O Mix Mateus faz parte da rede de supermercados do Grupo Mateus, cujo dono, Ilson Mateus, apareceu na lista da Forbes de 2020 como o 9º mais rico do país. Bilionário, teve a fortuna avaliada em R$ 20 bilhões, à frente inclusive de Luciano Hang, dono da Havan. Os supermercados do grupo dominam o estado do Maranhão.
Em nota, a Polícia Civil do Maranhão reafirmou que “o caso já está sendo investigado pela Delegacia Especial da Mulher de São Luís, onde a vítima registrou a denúncia. As providências preliminares já foram tomadas, entre elas, a solicitação de imagens do circuito interno do supermercado e o exame de corpo de delito.
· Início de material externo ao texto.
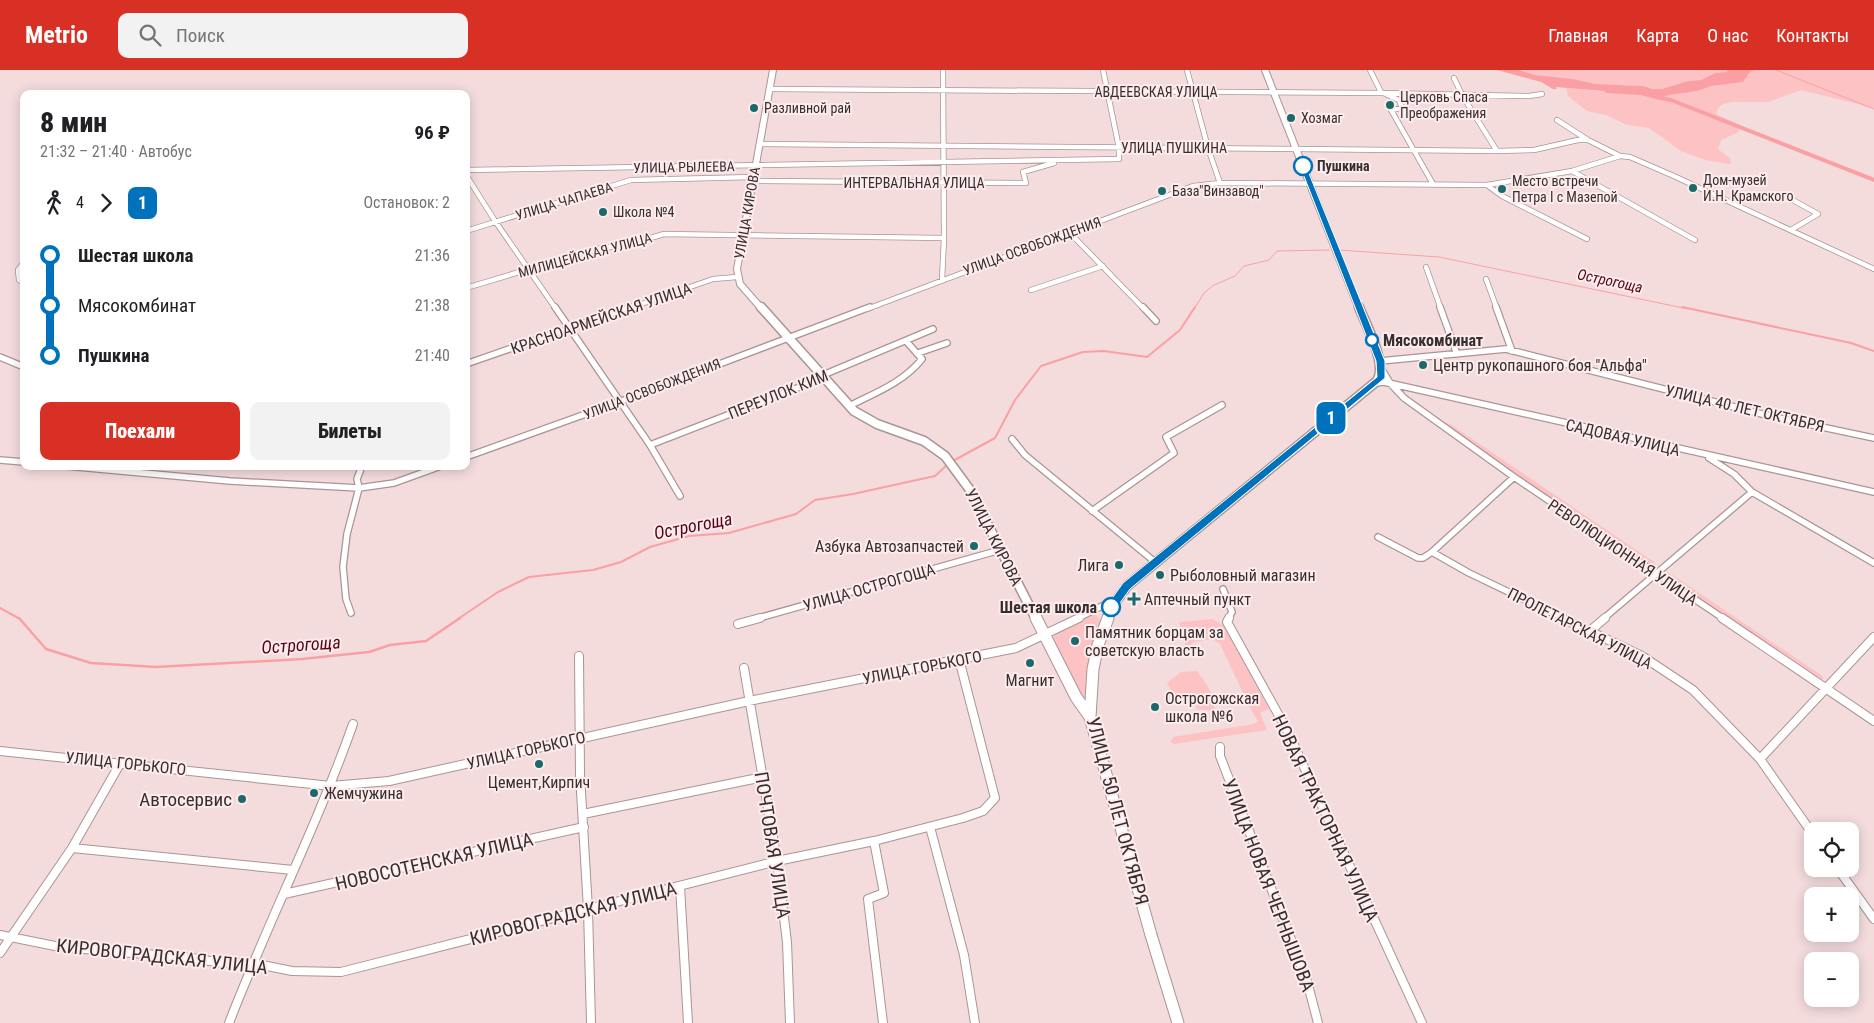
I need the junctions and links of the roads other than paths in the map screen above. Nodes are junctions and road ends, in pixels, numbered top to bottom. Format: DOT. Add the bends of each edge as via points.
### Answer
graph roads {
  1 [pos="773,70"];
  2 [pos="943,70"];
  3 [pos="1103,70"];
  4 [pos="1187,70"];
  5 [pos="1265,70"];
  6 [pos="1370,70"];
  7 [pos="1454,78"];
  8 [pos="770,89"];
  9 [pos="944,91"];
  10 [pos="1107,92"];
  11 [pos="1193,92"];
  12 [pos="1275,94"];
  13 [pos="1388,94"];
  14 [pos="1542,94"];
  15 [pos="1462,95"];
  16 [pos="1557,120"];
  17 [pos="1588,140"];
  18 [pos="759,144"];
  19 [pos="944,146"];
  20 [pos="1119,148"];
  21 [pos="1208,148"];
  22 [pos="1296,148"];
  23 [pos="1413,150"];
  24 [pos="1497,151"];
  25 [pos="1620,156"];
  26 [pos="1021,161"];
  27 [pos="1060,161"];
  28 [pos="944,162"];
  29 [pos="756,166"];
  30 [pos="470,170"];
  31 [pos="1572,171"];
  32 [pos="754,179"];
  33 [pos="470,181"];
  34 [pos="1220,183"];
  35 [pos="1310,183"];
  36 [pos="943,184"];
  37 [pos="1433,184"];
  38 [pos="1487,185"];
  39 [pos="1792,199"];
  40 [pos="495,221"];
  41 [pos="470,229"];
  42 [pos="1792,230"];
  43 [pos="1069,232"];
  44 [pos="744,236"];
  45 [pos="944,238"];
  46 [pos="1587,239"];
  47 [pos="1695,240"];
  48 [pos="1103,266"];
  49 [pos="20,267"];
  50 [pos="1426,267"];
  51 [pos="528,269"];
  52 [pos="1874,269"];
  53 [pos="737,277"];
  54 [pos="1486,279"];
  55 [pos="942,280"];
  56 [pos="20,281"];
  57 [pos="470,287"];
  58 [pos="1031,290"];
  59 [pos="1156,321"];
  60 [pos="570,329"];
  61 [pos="933,329"];
  62 [pos="788,338"];
  63 [pos="906,341"];
  64 [pos="947,343"];
  65 [pos="1512,351"];
  66 [pos="918,353"];
  67 [pos="1457,354"];
  68 [pos="0,357"];
  69 [pos="470,363"];
  70 [pos="1381,364"];
  71 [pos="20,365"];
  72 [pos="823,375"];
  73 [pos="1378,380"];
  74 [pos="1390,383"];
  75 [pos="619,402"];
  76 [pos="1222,405"];
  77 [pos="849,406"];
  78 [pos="1874,438"];
  79 [pos="1012,439"];
  80 [pos="650,445"];
  81 [pos="944,455"];
  82 [pos="1706,455"];
  83 [pos="470,456"];
  84 [pos="0,460"];
  85 [pos="20,462"];
  86 [pos="110,470"];
  87 [pos="360,470"];
  88 [pos="430,470"];
  89 [pos="958,471"];
  90 [pos="1514,477"];
  91 [pos="359,488"];
  92 [pos="1752,492"];
  93 [pos="1874,492"];
  94 [pos="680,496"];
  95 [pos="1092,510"];
  96 [pos="1378,537"];
  97 [pos="1000,550"];
  98 [pos="1432,552"];
  99 [pos="1155,562"];
  100 [pos="1874,563"];
  101 [pos="1655,574"];
  102 [pos="1223,589"];
  103 [pos="1116,599"];
  104 [pos="351,613"];
  105 [pos="738,624"];
  106 [pos="1591,630"];
  107 [pos="1044,635"];
  108 [pos="1874,637"];
  109 [pos="579,656"];
  110 [pos="959,659"];
  111 [pos="744,668"];
  112 [pos="1826,688"];
  113 [pos="749,701"];
  114 [pos="1090,717"];
  115 [pos="1874,721"];
  116 [pos="352,724"];
  117 [pos="582,738"];
  118 [pos="1220,747"];
  119 [pos="0,751"];
  120 [pos="1760,759"];
  121 [pos="121,762"];
  122 [pos="763,777"];
  123 [pos="331,786"];
  124 [pos="583,814"];
  125 [pos="1804,822"];
  126 [pos="930,827"];
  127 [pos="584,828"];
  128 [pos="874,840"];
  129 [pos="72,848"];
  130 [pos="777,861"];
  131 [pos="293,870"];
  132 [pos="1844,877"];
  133 [pos="680,886"];
  134 [pos="284,894"];
  135 [pos="588,909"];
  136 [pos="1874,919"];
  137 [pos="0,935"];
  138 [pos="11,936"];
  139 [pos="0,953"];
  140 [pos="252,964"];
  141 [pos="229,1023"];
  142 [pos="591,1023"];
  143 [pos="688,1023"];
  144 [pos="790,1023"];
  145 [pos="884,1023"];
  146 [pos="975,1023"];
  147 [pos="1178,1023"];
  148 [pos="1318,1023"];
  149 [pos="1422,1023"];
  1 -- 8 [label="main road, УЛИЦА КИРОВА"];
  2 -- 9 [label="street"];
  3 -- 10 [label="street"];
  4 -- 11 [label="street"];
  5 -- 12 [label="main road"];
  6 -- 13 [label="street" via="1381,92"];
  7 -- 15 [label="street"];
  8 -- 9 [label="street, АВДЕЕВСКАЯ УЛИЦА"];
  8 -- 18 [label="main road, УЛИЦА КИРОВА"];
  9 -- 10 [label="street, АВДЕЕВСКАЯ УЛИЦА"];
  9 -- 19 [label="street"];
  10 -- 11 [label="street, АВДЕЕВСКАЯ УЛИЦА"];
  10 -- 20 [label="street"];
  11 -- 12 [label="street, АВДЕЕВСКАЯ УЛИЦА"];
  11 -- 21 [label="street"];
  12 -- 13 [label="street, АВДЕЕВСКАЯ УЛИЦА"];
  12 -- 22 [label="main road"];
  13 -- 15 [label="street"];
  13 -- 23 [label="street" via="1400,103 1401,109 1391,110"];
  14 -- 15 [label="street"];
  15 -- 24 [label="street"];
  16 -- 17 [label="street"];
  17 -- 24 [label="street, УЛИЦА ПУШКИНА" via="1534,150"];
  17 -- 25 [label="street"];
  18 -- 19 [label="street, УЛИЦА ПУШКИНА"];
  18 -- 29 [label="main road, УЛИЦА КИРОВА"];
  19 -- 20 [label="street, УЛИЦА ПУШКИНА"];
  19 -- 28 [label="street"];
  20 -- 21 [label="street, УЛИЦА ПУШКИНА"];
  20 -- 27 [label="street, ИНТЕРВАЛЬНАЯ УЛИЦА" via="1118,159"];
  21 -- 22 [label="street, УЛИЦА ПУШКИНА"];
  21 -- 34 [label="street"];
  22 -- 23 [label="street, УЛИЦА ПУШКИНА"];
  22 -- 35 [label="main road"];
  23 -- 24 [label="street, УЛИЦА ПУШКИНА"];
  23 -- 37 [label="street"];
  25 -- 31 [label="street, УЛИЦА ОСВОБОЖДЕНИЯ"];
  25 -- 42 [label="street" via="1639,161"];
  26 -- 27 [label="street, ИНТЕРВАЛЬНАЯ УЛИЦА"];
  26 -- 28 [label="street, УЛИЦА РЫЛЕЕВА"];
  27 -- 36 [label="street, ИНТЕРВАЛЬНАЯ УЛИЦА" via="1023,172 1026,183"];
  28 -- 29 [label="street, УЛИЦА РЫЛЕЕВА"];
  28 -- 36 [label="street"];
  29 -- 30 [label="street, УЛИЦА РЫЛЕЕВА"];
  29 -- 32 [label="main road, УЛИЦА КИРОВА"];
  31 -- 38 [label="street, УЛИЦА ОСВОБОЖДЕНИЯ"];
  31 -- 47 [label="street"];
  32 -- 36 [label="street, ИНТЕРВАЛЬНАЯ УЛИЦА"];
  32 -- 40 [label="street, УЛИЦА ЧАПАЕВА" via="631,180"];
  32 -- 44 [label="main road, УЛИЦА КИРОВА"];
  33 -- 40 [label="street"];
  34 -- 35 [label="street, УЛИЦА ОСВОБОЖДЕНИЯ"];
  34 -- 43 [label="street, УЛИЦА ОСВОБОЖДЕНИЯ" via="1193,186"];
  35 -- 37 [label="street, УЛИЦА ОСВОБОЖДЕНИЯ"];
  35 -- 70 [label="main road"];
  36 -- 45 [label="street"];
  37 -- 38 [label="street, УЛИЦА ОСВОБОЖДЕНИЯ"];
  38 -- 46 [label="street"];
  39 -- 42 [label="street" via="1818,214"];
  40 -- 41 [label="street, УЛИЦА ЧАПАЕВА"];
  40 -- 51 [label="street"];
  42 -- 52 [label="street"];
  43 -- 48 [label="street"];
  43 -- 55 [label="street, УЛИЦА ОСВОБОЖДЕНИЯ"];
  44 -- 45 [label="street, МИЛИЦЕЙСКАЯ УЛИЦА"];
  44 -- 51 [label="street, МИЛИЦЕЙСКАЯ УЛИЦА" via="657,235"];
  44 -- 53 [label="main road, УЛИЦА КИРОВА"];
  45 -- 55 [label="street"];
  48 -- 58 [label="street"];
  48 -- 59 [label="street"];
  49 -- 56 [label="street"];
  50 -- 67 [label="street"];
  51 -- 57 [label="street, МИЛИЦЕЙСКАЯ УЛИЦА"];
  51 -- 60 [label="street"];
  53 -- 60 [label="street, КРАСНОАРМЕЙСКАЯ УЛИЦА" via="714,278"];
  53 -- 62 [label="main road, УЛИЦА КИРОВА" via="744,290"];
  54 -- 65 [label="street"];
  55 -- 62 [label="street, УЛИЦА ОСВОБОЖДЕНИЯ"];
  60 -- 69 [label="street, КРАСНОАРМЕЙСКАЯ УЛИЦА"];
  60 -- 75 [label="street"];
  61 -- 63 [label="street, ПЕРЕУЛОК КИМ"];
  62 -- 72 [label="main road, УЛИЦА КИРОВА"];
  62 -- 75 [label="street, УЛИЦА ОСВОБОЖДЕНИЯ"];
  63 -- 66 [label="street"];
  63 -- 72 [label="street, ПЕРЕУЛОК КИМ"];
  64 -- 66 [label="street"];
  65 -- 67 [label="street, УЛИЦА 40 ЛЕТ ОКТЯБРЯ" via="1501,349"];
  65 -- 78 [label="street, УЛИЦА 40 ЛЕТ ОКТЯБРЯ" via="1770,416"];
  66 -- 77 [label="street" via="922,359 911,371"];
  67 -- 70 [label="street, УЛИЦА 40 ЛЕТ ОКТЯБРЯ"];
  68 -- 71 [label="street"];
  70 -- 73 [label="main road"];
  70 -- 74 [label="street"];
  72 -- 77 [label="main road, УЛИЦА КИРОВА"];
  72 -- 80 [label="street, ПЕРЕУЛОК КИМ" via="791,391"];
  73 -- 74 [label="street"];
  73 -- 99 [label="main road, УЛИЦА 50 ЛЕТ ОКТЯБРЯ"];
  74 -- 82 [label="street, САДОВАЯ УЛИЦА"];
  74 -- 90 [label="street, РЕВОЛЮЦИОННАЯ УЛИЦА" via="1404,398"];
  75 -- 80 [label="street"];
  75 -- 83 [label="street, УЛИЦА ОСВОБОЖДЕНИЯ"];
  76 -- 95 [label="street" via="1166,437 1174,453"];
  77 -- 81 [label="main road, УЛИЦА КИРОВА" via="872,422 921,438"];
  79 -- 95 [label="street" via="1025,455"];
  80 -- 94 [label="street"];
  81 -- 89 [label="main road, УЛИЦА КИРОВА"];
  82 -- 92 [label="street" via="1734,474"];
  82 -- 93 [label="street, САДОВАЯ УЛИЦА"];
  84 -- 85 [label="street"];
  86 -- 91 [label="street"];
  87 -- 91 [label="street" via="357,479"];
  88 -- 91 [label="street" via="394,483"];
  89 -- 97 [label="main road, УЛИЦА КИРОВА" via="970,488"];
  90 -- 98 [label="street"];
  90 -- 101 [label="street, РЕВОЛЮЦИОННАЯ УЛИЦА"];
  91 -- 104 [label="street" via="344,549 345,600"];
  92 -- 100 [label="street"];
  92 -- 101 [label="street"];
  95 -- 99 [label="street"];
  96 -- 98 [label="street" via="1418,558"];
  97 -- 105 [label="street, УЛИЦА ОСТРОГОЩА"];
  97 -- 107 [label="main road, УЛИЦА КИРОВА"];
  98 -- 106 [label="street, ПРОЛЕТАРСКАЯ УЛИЦА" via="1550,613"];
  99 -- 103 [label="main road, УЛИЦА 50 ЛЕТ ОКТЯБРЯ"];
  101 -- 106 [label="street"];
  101 -- 112 [label="street, РЕВОЛЮЦИОННАЯ УЛИЦА"];
  102 -- 149 [label="street, НОВАЯ ТРАКТОРНАЯ УЛИЦА" via="1232,612 1227,622 1288,732"];
  103 -- 107 [label="street, УЛИЦА 50 ЛЕТ ОКТЯБРЯ"];
  103 -- 114 [label="main road, УЛИЦА 50 ЛЕТ ОКТЯБРЯ" via="1098,645"];
  106 -- 120 [label="street, ПРОЛЕТАРСКАЯ УЛИЦА" via="1642,656 1693,690"];
  107 -- 110 [label="street, УЛИЦА ГОРЬКОГО" via="1016,648"];
  107 -- 114 [label="main road, УЛИЦА КИРОВА"];
  108 -- 112 [label="street"];
  109 -- 117 [label="street"];
  110 -- 113 [label="street, УЛИЦА ГОРЬКОГО"];
  110 -- 126 [label="street, КИРОВОГРАДСКАЯ УЛИЦА" via="995,798 984,811"];
  111 -- 113 [label="street, ПОЧТОВАЯ УЛИЦА"];
  112 -- 115 [label="street, РЕВОЛЮЦИОННАЯ УЛИЦА"];
  112 -- 120 [label="street"];
  113 -- 117 [label="street, УЛИЦА ГОРЬКОГО"];
  113 -- 122 [label="street, ПОЧТОВАЯ УЛИЦА"];
  114 -- 147 [label="main road, УЛИЦА 50 ЛЕТ ОКТЯБРЯ"];
  116 -- 123 [label="street"];
  117 -- 123 [label="street, УЛИЦА ГОРЬКОГО" via="389,781"];
  117 -- 124 [label="street"];
  118 -- 148 [label="street, УЛИЦА НОВАЯ ЧЕРНЫШОВА" via="1220,756 1307,981"];
  119 -- 121 [label="street, УЛИЦА ГОРЬКОГО"];
  120 -- 125 [label="street, ПРОЛЕТАРСКАЯ УЛИЦА"];
  121 -- 123 [label="street, УЛИЦА ГОРЬКОГО"];
  121 -- 129 [label="street"];
  122 -- 124 [label="street"];
  122 -- 130 [label="street, ПОЧТОВАЯ УЛИЦА"];
  123 -- 131 [label="street"];
  124 -- 127 [label="street"];
  126 -- 128 [label="street, КИРОВОГРАДСКАЯ УЛИЦА"];
  126 -- 146 [label="street" via="964,955"];
  127 -- 134 [label="street, НОВОСОТЕНСКАЯ УЛИЦА"];
  127 -- 135 [label="street"];
  128 -- 130 [label="street, КИРОВОГРАДСКАЯ УЛИЦА"];
  128 -- 145 [label="street" via="884,893 868,899"];
  129 -- 131 [label="street"];
  129 -- 138 [label="street"];
  130 -- 133 [label="street, КИРОВОГРАДСКАЯ УЛИЦА"];
  130 -- 144 [label="street, ПОЧТОВАЯ УЛИЦА" via="787,942"];
  131 -- 134 [label="street"];
  132 -- 136 [label="street"];
  133 -- 135 [label="street, КИРОВОГРАДСКАЯ УЛИЦА"];
  133 -- 143 [label="street"];
  134 -- 140 [label="street"];
  135 -- 140 [label="street, КИРОВОГРАДСКАЯ УЛИЦА" via="341,972 292,971"];
  135 -- 142 [label="street"];
  137 -- 138 [label="street, КИРОВОГРАДСКАЯ УЛИЦА"];
  138 -- 139 [label="street"];
  138 -- 140 [label="street, КИРОВОГРАДСКАЯ УЛИЦА" via="60,947"];
  140 -- 141 [label="street"];
}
A Polícia Civil ressalta que testemunhas serão ouvidas no decorrer das investigações”. A reportagem questionou se instituição tinha conhecimento de casos similares envolvendo agressões em supermercados, mas não foi respondida.
Outro lado
Procurado pela reportagem e questionado se os funcionários já teriam sido identificados e afastados, o Grupo Mateus não respondeu e somente reenviou a nota previamente divulgada. Na íntegra: “Informamos que foi montada uma sindicância para apurar o caso e reforçamos, de antemão, que a conduta relatada não condiz com os nossos procedimentos e valores. Nos colocamos inteiramente à disposição das autoridades para esclarecimentos”.
ERRATA: O título inicial dizia que Jacqueline havia voltado ao mercado para pegar o cartão; na verdade, ela esqueceu o cartão e estava esperando quando foi presa pela equipe. O título foi corrigido às 15h15 de 25/07/2021.